START MATERIAL FOR THIS EXERCISE
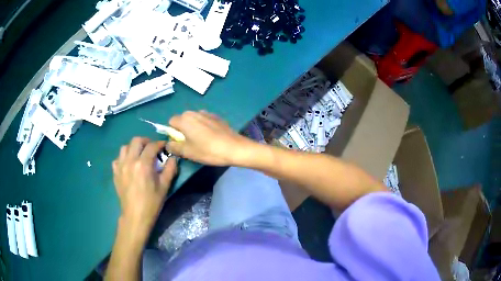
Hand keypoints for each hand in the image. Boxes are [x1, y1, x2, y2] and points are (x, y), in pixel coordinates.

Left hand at [112, 137, 176, 237]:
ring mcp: (120, 166)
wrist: (135, 216)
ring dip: (133, 147)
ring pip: (124, 147)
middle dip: (146, 141)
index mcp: (143, 164)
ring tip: (139, 154)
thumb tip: (173, 158)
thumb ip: (170, 169)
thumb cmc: (152, 202)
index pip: (152, 146)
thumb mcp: (164, 186)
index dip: (160, 143)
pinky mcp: (115, 173)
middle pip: (136, 141)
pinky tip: (129, 165)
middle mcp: (130, 161)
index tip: (164, 146)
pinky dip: (123, 158)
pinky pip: (117, 159)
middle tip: (152, 148)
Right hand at [166, 111, 253, 165]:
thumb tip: (167, 144)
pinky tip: (212, 137)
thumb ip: (173, 147)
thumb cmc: (208, 150)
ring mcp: (207, 113)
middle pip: (182, 119)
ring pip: (194, 120)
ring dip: (193, 128)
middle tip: (190, 143)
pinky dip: (204, 127)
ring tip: (202, 141)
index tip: (180, 143)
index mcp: (185, 119)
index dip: (172, 132)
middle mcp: (194, 112)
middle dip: (183, 130)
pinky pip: (204, 120)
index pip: (171, 122)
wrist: (234, 148)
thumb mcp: (187, 152)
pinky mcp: (217, 117)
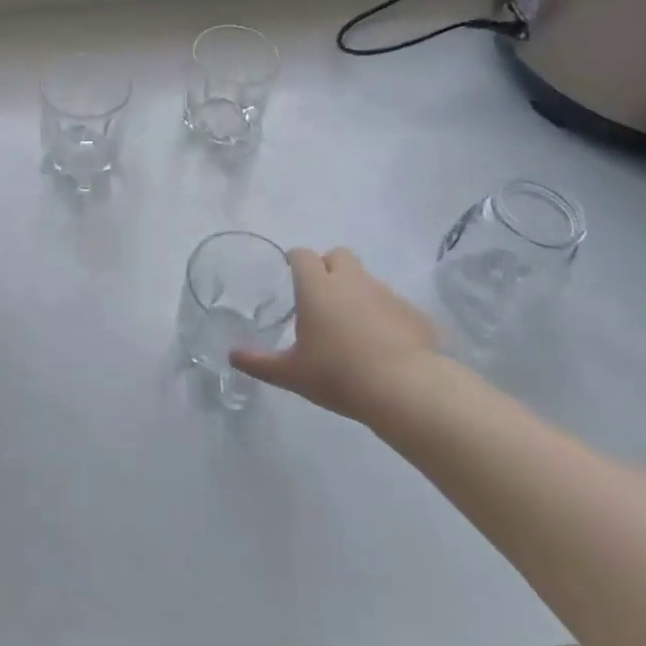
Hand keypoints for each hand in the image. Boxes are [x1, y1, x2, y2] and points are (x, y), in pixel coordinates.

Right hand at [230, 247, 440, 423]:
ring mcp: (386, 294)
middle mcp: (352, 281)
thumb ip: (259, 363)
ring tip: (352, 327)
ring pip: (367, 280)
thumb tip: (232, 356)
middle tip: (321, 298)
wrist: (404, 390)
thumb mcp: (291, 374)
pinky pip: (394, 306)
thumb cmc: (338, 375)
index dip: (294, 261)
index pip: (301, 255)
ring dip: (357, 293)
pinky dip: (386, 317)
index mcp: (317, 287)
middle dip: (329, 268)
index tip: (288, 275)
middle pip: (338, 255)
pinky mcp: (414, 313)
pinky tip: (385, 345)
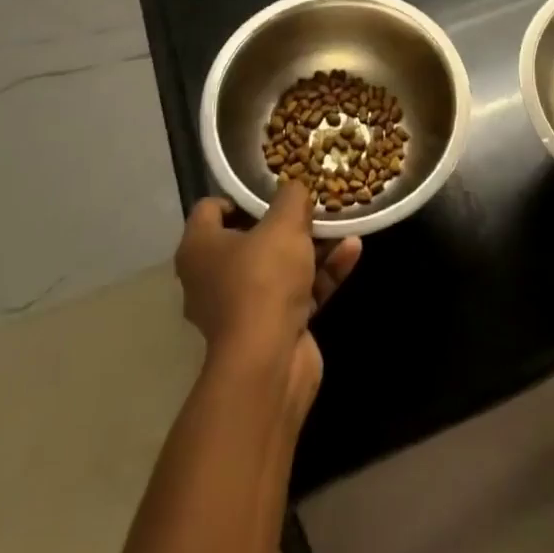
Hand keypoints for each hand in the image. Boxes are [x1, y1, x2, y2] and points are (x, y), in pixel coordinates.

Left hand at [174, 182, 360, 417]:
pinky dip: (323, 273)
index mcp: (200, 249)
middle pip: (250, 237)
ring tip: (342, 221)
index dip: (240, 196)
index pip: (211, 209)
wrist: (268, 364)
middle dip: (285, 221)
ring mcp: (243, 307)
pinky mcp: (273, 330)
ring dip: (313, 245)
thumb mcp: (284, 223)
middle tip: (313, 202)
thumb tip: (296, 188)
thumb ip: (292, 197)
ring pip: (279, 265)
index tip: (272, 188)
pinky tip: (353, 250)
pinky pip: (299, 291)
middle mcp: (213, 277)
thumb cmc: (263, 280)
END MATERIAL FOR THIS EXERCISE
WORK TO BE COMPLETED
Your task is to retype the entries verbatim, starting with the line that holds "ring dip: (133, 147)" and stopping after the line that holds "ring pip: (194, 120)".

COMPLETED TASK
ring dip: (133, 147)
ring pip: (124, 147)
middle dip: (146, 141)
index mcp: (143, 164)
ring tip: (139, 154)
thumb tip: (173, 158)
thumb ip: (170, 169)
thumb cmc: (152, 202)
index pip: (152, 146)
thumb mcp: (164, 186)
index dip: (160, 143)
pinky mcp: (115, 173)
middle pip: (136, 141)
pinky tip: (129, 165)
middle mcp: (130, 161)
index tip: (164, 146)
pinky dip: (123, 158)
pinky pip: (117, 159)
middle tip: (152, 148)
Right hand at [166, 111, 253, 165]:
thumb tip: (167, 144)
pinky tip: (212, 137)
thumb ip: (173, 147)
thumb cmc: (208, 150)
ring mcp: (207, 113)
middle pip: (182, 119)
ring pip: (194, 120)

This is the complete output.